There are about 2000 species of sawflies known. A large majority of them are found in the European and North American regions; still, a good many are known to live in South America, and Perga—one of the genera of the family containing many species of large size—is peculiar to the Australian region. Although the family includes so many species, very few anomalies of structure have been detected in it; one species, Pompholyx dimorpha Freymuth, is described as being apterous in the female, and as having the thorax curiously modified in its form. There are no very small Insects in the family, and none over the middle size. Nearly 400 species have been detected in Britain; this number could certainly be increased by persevering researches. The palaeontological record has hitherto given only a very meagre evidence about sawflies. Several species have been preserved in amber, and three or four are known from Tertiary strata in Europe and North America.

CHAPTER XXIII

HYMENOPTERA PETIOLATA–PARASITIC HYMENOPTERA–CYNIPIDAE OR GALL-FLIES–PROCTOTRYPIDAE–CHALCIDIDAE–ICHNEUMONIDAE–BRACONIDAE–STEPHANIDAE–MEGALYRIDAE–EVANIIDAE–PELECINIDAE–TRIGONALIDAE.

We now pass to the consideration of the Hymenoptera of the sub-Order Petiolata, or Apocrita, as they are styled by Brauer. We should make use of the term Petioliventres, for it contrasts naturally by its termination with Sessiliventres, were it not that the word is so uncouth that we think it better to adopt the shorter and more euphonious expression, Petiolata.
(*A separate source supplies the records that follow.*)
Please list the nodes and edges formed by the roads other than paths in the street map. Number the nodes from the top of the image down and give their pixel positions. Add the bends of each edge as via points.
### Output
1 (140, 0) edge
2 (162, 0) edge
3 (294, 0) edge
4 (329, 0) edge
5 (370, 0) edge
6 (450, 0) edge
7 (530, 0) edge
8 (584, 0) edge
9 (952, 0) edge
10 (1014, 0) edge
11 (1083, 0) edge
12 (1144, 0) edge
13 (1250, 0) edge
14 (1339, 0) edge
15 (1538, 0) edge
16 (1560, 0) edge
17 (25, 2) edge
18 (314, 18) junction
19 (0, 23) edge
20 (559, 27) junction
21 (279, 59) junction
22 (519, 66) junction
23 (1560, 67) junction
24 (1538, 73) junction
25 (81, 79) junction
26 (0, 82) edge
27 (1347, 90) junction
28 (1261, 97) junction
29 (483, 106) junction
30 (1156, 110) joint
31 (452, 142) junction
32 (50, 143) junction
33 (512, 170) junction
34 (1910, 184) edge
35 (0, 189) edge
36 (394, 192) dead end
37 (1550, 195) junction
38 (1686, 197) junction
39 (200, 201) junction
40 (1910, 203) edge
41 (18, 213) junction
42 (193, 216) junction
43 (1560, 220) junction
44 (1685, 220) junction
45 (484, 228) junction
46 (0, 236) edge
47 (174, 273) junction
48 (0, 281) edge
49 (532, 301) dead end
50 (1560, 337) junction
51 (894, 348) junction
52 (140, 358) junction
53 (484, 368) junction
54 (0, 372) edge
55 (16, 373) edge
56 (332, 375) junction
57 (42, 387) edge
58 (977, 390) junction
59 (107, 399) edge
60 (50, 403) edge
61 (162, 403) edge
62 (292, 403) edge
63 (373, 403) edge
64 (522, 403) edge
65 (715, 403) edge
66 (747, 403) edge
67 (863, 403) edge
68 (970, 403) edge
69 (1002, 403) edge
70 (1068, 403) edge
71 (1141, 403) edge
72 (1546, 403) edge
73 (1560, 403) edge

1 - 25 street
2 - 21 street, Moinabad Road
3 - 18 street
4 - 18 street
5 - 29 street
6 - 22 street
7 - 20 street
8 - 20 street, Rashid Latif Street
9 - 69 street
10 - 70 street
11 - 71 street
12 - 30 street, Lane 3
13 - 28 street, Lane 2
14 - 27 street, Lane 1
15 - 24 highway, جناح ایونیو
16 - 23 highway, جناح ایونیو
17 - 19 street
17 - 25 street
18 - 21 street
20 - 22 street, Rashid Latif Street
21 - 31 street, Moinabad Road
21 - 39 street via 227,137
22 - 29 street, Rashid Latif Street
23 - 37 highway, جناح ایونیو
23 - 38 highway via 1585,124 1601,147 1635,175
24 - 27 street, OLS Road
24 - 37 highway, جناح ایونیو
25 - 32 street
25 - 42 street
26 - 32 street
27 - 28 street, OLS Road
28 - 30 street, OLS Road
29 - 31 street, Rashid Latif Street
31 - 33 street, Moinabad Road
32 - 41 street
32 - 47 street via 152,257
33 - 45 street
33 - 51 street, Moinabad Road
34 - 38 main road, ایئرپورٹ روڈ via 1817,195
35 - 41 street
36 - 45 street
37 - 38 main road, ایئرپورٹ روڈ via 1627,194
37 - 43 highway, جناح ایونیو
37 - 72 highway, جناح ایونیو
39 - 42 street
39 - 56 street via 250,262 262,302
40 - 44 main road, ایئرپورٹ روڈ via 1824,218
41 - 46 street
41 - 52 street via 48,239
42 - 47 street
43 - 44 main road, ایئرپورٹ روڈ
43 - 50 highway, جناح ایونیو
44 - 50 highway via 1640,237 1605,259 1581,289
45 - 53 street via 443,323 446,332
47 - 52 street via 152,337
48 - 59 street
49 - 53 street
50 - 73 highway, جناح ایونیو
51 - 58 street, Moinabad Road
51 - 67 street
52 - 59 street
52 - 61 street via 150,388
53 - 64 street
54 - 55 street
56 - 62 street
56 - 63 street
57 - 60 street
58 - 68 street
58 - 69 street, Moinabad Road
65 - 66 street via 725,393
The members of this sub-Order, without exception, have the hind body connected with the thorax by means of a deep constriction, so that the base of the abdomen (Fig. 336, B, b) is very narrow; the articulation between the two parts is effected by means of a complex joint allowing great play, and facilitating the operations of boring and stinging, processes that are of extreme importance in the economy of the great majority of the species. The petiole is sometimes extremely short, but it may be so long that it appears like a stalk, at whose extremity is borne the remaining part of the abdomen (Fig. 369). When the petiole is very short the abdomen reposes close to the back of the thorax (Fig. 331, C), and in this case the abdomen is usually described as sessile; while, when it is evidently stalked, it is said to be petiolate. These terms are, however, unsuitable, as the words sessile and petiolate should be reserved for the conditions characteristic of the two sub-Orders. We shall therefore use the terms pseudo-sessile and pedicellate for the two conditions of the Petiolata.

The Hymenoptera Petiolata comprises an enormous majority of the Order. Although it includes many of the most interesting and important of Insects, its classification is but little advanced, for a great many of the forms are still rare or unknown. Three series may be adopted for the purposes of nomenclature.